14. software per la produzione automatizzata e intelligente

15. software per l’utilizzo lungo le linee produttive di robot, robot collaborativi e macchine intelligenti per la sicurezza e la salute dei lavoratori, la qualità dei prodotti finali e la manutenzione predittiva

16. software per la gestione della realtà aumentata tramite Wearable device

17. software che consentano l’acquisizione, la veicolazione e l’elaborazione di informazioni in formato vocale, visuale e tattile

18. software che garantiscano meccanismi di efficienza energetica e di decentralizzazione

19. software per la protezione da attacchi, danni e accessi non autorizzati (cybersecurity)

20. software di Virtual Industrialization

21. software per la tracciatura e pesatura dei rifiuti

22. sistemi di gestione della supply chain finalizzata al drop shipping nell’e-commerce

23. software e servizi digitali per la fruizione immersiva, interattiva e partecipativa, ricostruzioni 3D, realtà aumentata

24. software per la gestione della logistica

I finanziamenti consistono nella concessione da parte di banche, intermediari finanziari e del Ministero dello Sviluppo Economico di contributi alle piccole e medie imprese per riuscire ad affrontare gli investimenti in ambito 4.0.

L’investimento può essere interamente coperto dal finanziamento bancario (o leasing) oppure può ricevere il sostegno del “Fondo di garanzia per le piccole e medie imprese” fino all’80% dell’ammontare del finanziamento stesso.Il Ministero interviene in base al valore degli interessi calcolati su un finanziamento della durata di cinque anni e di importo uguale all’investimento, ad un tasso d’interesse annuo pari al 2,75% per gli investimenti ordinari e al 3,575% per gli investimenti in tecnologie digitali e in sistemi di tracciamento e pesatura dei rifiuti.

Altra novità portata dall’aggiornamento della Sabatini consiste nella predilezione degli investimenti effettuati in Italia. L’iper ammortamento quindi sarà concesso se le strutture produttive sono situate in Italia.

Invece non si procede al recupero dell’agevolazione nel caso di “interventi sostitutivi”: se nel corso del periodo di godimento dell’iper ammortamento si verifica la vendita del bene agevolato, non viene meno la fruizione delle residue quote del beneficio a condizione che, nello stesso periodo d’imposta del realizzo, l’impresa provveda a sostituire il bene originario con un altro nuovo avente caratteristiche tecnologiche analoghe o superiori. Inoltre se il costo di acquisizione dell’investimento sostitutivo è inferiore a quello del bene sostituito, si può continuare a fruire del beneficio delle quote rimanenti fino a concorrenza del costo del nuovo investimento.

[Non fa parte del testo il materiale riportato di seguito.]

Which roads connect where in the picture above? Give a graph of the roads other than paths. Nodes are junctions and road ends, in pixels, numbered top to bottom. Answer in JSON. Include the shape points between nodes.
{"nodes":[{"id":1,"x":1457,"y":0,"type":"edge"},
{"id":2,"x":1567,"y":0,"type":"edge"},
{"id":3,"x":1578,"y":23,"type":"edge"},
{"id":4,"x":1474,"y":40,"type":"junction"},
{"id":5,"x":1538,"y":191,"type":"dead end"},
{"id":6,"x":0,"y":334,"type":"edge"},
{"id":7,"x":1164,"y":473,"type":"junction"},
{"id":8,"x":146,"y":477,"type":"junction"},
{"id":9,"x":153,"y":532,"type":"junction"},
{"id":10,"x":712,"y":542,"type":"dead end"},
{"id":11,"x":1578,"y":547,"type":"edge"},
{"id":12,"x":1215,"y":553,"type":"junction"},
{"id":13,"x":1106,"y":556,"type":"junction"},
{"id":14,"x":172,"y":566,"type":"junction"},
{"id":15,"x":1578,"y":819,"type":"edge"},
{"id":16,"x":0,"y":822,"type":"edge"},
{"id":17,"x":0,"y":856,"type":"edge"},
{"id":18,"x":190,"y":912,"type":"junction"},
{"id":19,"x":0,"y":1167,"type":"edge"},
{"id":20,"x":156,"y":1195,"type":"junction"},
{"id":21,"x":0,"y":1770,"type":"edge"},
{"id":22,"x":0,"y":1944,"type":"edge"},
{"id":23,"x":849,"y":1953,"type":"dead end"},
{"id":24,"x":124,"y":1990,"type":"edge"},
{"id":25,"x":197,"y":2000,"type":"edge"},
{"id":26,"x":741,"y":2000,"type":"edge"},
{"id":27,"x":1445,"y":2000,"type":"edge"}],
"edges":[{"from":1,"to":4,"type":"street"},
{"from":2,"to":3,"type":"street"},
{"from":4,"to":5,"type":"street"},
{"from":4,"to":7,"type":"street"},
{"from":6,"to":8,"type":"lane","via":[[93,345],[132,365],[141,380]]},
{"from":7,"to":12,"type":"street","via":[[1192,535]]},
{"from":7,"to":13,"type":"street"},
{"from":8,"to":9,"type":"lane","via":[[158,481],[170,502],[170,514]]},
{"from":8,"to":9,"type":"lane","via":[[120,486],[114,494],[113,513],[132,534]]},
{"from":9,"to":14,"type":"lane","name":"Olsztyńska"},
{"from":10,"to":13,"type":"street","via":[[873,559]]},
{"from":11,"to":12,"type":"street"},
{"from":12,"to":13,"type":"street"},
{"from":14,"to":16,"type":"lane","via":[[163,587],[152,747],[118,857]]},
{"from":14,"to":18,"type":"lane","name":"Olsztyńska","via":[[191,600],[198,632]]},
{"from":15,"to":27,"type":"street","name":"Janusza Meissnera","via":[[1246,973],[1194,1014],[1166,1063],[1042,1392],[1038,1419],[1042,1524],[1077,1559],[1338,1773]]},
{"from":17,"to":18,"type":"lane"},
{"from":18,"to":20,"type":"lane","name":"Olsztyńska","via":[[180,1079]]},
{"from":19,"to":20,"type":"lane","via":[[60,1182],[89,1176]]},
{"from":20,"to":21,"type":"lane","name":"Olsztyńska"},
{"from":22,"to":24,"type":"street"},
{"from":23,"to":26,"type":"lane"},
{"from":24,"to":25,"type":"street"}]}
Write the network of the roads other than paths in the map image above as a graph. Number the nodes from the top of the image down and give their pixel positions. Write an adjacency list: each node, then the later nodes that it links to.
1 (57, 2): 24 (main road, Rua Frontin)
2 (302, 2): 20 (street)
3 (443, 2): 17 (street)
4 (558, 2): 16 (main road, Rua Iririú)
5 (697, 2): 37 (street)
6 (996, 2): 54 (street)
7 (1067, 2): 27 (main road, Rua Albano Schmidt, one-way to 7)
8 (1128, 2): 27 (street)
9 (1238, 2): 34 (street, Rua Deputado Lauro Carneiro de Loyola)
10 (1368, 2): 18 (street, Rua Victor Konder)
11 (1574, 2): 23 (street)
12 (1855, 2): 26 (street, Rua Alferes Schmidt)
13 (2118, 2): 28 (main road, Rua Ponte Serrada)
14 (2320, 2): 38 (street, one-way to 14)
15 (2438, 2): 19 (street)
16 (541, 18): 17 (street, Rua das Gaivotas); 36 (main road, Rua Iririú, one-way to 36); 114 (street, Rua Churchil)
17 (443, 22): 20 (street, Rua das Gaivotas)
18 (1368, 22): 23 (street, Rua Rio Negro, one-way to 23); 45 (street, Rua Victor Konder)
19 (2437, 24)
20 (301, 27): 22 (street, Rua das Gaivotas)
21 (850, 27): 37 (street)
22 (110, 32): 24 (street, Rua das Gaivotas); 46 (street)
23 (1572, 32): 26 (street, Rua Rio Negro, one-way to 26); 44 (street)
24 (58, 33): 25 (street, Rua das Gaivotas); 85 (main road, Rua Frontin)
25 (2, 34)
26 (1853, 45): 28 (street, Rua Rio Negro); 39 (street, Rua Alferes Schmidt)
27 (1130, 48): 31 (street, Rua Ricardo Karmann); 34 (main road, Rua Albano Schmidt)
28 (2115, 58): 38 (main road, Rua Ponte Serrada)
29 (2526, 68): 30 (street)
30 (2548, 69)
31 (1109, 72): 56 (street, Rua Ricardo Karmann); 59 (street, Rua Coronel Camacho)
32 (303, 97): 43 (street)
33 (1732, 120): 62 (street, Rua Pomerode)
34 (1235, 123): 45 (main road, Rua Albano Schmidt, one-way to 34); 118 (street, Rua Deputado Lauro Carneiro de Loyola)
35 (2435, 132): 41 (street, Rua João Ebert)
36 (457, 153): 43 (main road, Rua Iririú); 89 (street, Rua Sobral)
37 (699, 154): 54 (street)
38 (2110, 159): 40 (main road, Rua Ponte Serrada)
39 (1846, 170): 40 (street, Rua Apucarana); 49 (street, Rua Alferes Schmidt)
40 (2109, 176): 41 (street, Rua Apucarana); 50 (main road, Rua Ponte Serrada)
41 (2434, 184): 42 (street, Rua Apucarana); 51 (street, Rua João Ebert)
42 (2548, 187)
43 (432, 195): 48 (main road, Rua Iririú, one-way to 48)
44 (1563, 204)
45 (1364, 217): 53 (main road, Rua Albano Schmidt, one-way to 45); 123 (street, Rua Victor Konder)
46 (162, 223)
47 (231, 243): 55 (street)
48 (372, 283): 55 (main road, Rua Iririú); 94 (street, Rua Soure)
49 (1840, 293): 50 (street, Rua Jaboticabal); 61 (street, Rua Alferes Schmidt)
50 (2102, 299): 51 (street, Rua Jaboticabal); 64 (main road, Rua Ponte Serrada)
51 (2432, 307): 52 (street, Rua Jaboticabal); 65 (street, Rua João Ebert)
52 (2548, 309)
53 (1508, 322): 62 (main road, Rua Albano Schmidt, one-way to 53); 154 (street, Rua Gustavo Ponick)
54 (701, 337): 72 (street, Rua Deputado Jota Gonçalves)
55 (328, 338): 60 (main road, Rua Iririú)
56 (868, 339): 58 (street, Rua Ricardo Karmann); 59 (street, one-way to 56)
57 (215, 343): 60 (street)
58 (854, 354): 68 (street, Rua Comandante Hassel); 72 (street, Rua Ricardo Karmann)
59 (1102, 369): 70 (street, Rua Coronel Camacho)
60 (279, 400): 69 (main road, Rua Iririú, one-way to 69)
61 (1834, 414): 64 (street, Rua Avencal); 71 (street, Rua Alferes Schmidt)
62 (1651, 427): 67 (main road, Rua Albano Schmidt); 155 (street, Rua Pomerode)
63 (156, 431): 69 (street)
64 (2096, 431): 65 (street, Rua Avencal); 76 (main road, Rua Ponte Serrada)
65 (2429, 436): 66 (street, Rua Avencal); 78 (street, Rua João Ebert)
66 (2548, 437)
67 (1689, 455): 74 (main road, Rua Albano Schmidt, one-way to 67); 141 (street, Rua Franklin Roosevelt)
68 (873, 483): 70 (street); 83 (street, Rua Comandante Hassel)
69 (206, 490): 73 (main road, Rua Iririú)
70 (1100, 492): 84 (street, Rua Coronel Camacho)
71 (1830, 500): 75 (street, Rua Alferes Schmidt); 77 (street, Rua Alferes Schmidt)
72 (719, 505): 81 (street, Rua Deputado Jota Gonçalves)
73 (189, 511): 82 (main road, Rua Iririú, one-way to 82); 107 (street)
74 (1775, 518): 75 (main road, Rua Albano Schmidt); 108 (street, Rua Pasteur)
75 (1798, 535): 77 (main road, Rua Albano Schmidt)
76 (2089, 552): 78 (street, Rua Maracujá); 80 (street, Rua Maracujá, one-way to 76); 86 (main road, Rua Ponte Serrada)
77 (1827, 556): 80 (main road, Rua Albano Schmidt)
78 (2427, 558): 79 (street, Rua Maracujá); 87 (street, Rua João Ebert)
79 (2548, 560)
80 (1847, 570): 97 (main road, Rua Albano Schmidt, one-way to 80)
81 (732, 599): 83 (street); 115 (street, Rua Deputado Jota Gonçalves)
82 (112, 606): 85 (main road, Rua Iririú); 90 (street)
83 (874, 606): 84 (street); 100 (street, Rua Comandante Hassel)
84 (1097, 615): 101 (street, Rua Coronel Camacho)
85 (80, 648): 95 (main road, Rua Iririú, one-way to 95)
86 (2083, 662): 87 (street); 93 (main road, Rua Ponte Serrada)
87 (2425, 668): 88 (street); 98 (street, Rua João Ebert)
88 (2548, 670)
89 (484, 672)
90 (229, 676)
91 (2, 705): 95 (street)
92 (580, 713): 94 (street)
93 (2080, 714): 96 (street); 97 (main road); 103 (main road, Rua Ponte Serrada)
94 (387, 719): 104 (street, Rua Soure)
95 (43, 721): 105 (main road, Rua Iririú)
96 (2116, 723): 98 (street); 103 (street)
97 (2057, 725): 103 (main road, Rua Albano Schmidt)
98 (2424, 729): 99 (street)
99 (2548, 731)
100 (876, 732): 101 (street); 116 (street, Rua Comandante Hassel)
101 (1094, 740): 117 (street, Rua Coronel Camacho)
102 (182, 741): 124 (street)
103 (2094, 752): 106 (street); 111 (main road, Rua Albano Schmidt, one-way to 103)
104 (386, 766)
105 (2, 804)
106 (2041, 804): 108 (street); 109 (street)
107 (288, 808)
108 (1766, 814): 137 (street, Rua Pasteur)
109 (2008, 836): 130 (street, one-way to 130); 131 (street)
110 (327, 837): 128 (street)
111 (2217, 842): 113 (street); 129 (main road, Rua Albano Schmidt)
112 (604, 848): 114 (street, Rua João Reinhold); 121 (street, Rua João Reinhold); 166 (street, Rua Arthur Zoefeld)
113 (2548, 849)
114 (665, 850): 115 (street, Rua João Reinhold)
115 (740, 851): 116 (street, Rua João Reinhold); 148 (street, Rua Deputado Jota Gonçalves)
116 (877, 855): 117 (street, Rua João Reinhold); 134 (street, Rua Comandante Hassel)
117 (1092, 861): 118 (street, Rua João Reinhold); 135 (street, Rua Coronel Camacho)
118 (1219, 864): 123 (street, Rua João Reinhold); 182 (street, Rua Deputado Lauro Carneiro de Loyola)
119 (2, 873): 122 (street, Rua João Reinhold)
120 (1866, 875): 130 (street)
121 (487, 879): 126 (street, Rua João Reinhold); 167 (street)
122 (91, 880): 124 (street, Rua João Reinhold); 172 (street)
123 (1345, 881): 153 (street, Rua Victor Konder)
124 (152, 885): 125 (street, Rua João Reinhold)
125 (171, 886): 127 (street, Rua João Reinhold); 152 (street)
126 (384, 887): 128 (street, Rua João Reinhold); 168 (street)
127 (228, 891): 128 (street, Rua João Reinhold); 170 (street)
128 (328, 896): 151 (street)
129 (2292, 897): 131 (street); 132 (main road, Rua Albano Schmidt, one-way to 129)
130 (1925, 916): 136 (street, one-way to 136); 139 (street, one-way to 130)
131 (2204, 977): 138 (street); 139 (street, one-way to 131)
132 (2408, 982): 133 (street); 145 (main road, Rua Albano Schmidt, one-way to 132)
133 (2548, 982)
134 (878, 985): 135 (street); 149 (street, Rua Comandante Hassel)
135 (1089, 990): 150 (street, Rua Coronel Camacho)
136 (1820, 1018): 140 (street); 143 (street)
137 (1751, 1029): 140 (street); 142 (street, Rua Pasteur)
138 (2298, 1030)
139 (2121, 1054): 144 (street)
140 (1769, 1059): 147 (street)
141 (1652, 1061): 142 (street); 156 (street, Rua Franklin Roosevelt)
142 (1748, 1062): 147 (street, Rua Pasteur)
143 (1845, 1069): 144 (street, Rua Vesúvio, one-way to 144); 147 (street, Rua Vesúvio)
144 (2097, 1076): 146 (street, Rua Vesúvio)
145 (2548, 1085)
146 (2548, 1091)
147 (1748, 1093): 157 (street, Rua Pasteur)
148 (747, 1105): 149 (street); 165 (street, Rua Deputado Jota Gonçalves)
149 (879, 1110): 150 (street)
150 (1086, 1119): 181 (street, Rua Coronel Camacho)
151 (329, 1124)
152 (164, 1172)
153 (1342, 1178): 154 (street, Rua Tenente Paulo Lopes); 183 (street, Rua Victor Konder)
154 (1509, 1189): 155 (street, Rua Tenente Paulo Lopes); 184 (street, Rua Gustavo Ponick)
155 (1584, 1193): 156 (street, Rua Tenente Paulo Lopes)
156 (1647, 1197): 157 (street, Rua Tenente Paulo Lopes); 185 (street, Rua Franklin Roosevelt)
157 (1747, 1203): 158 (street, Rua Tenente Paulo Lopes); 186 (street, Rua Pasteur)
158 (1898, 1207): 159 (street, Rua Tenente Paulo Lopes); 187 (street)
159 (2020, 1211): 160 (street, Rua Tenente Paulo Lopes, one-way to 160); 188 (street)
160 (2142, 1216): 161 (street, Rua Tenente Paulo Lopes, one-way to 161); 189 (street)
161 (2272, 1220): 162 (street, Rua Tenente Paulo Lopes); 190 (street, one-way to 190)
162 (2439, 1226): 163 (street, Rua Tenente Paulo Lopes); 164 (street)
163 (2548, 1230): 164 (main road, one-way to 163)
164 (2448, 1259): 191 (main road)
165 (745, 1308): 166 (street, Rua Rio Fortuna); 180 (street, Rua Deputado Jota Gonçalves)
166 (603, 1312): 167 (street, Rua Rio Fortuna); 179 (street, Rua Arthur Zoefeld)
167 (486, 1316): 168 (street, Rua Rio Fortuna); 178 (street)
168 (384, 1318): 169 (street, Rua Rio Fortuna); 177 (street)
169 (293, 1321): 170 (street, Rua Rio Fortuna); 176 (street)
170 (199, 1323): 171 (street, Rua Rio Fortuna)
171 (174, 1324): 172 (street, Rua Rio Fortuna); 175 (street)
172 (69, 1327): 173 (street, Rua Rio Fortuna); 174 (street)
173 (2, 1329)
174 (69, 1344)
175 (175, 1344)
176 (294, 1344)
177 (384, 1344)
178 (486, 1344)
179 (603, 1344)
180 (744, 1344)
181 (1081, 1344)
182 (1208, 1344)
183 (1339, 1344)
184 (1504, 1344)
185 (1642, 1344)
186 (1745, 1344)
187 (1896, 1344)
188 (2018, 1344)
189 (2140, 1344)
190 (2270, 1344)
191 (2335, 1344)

Per ottenere l’agevolazione bisogna fare domanda per il finanziamento e per l’accesso al contributo ministeriale, dimostrando di possedere i requisiti richiesti dalla legge. La banca verifica la regolarità formale e la completezza della documentazione e trasmette al Ministero una richiesta di prenotazione delle risorse relative al contributo. Dopo la conferma o meno da parte del Ministero della disponibilità delle risorse erariali, la banca può concedere il finanziamento alla PMI, che ad investimento ultimato, compila in formato digitale la dichiarazione attestante l’avvenuta ultimazione, nonché la richiesta di erogazione della prima quota di contributo e le trasmette al Ministero. E a seguire la PMI trasmette al Ministero le richieste di quote di contributo successive alla prima.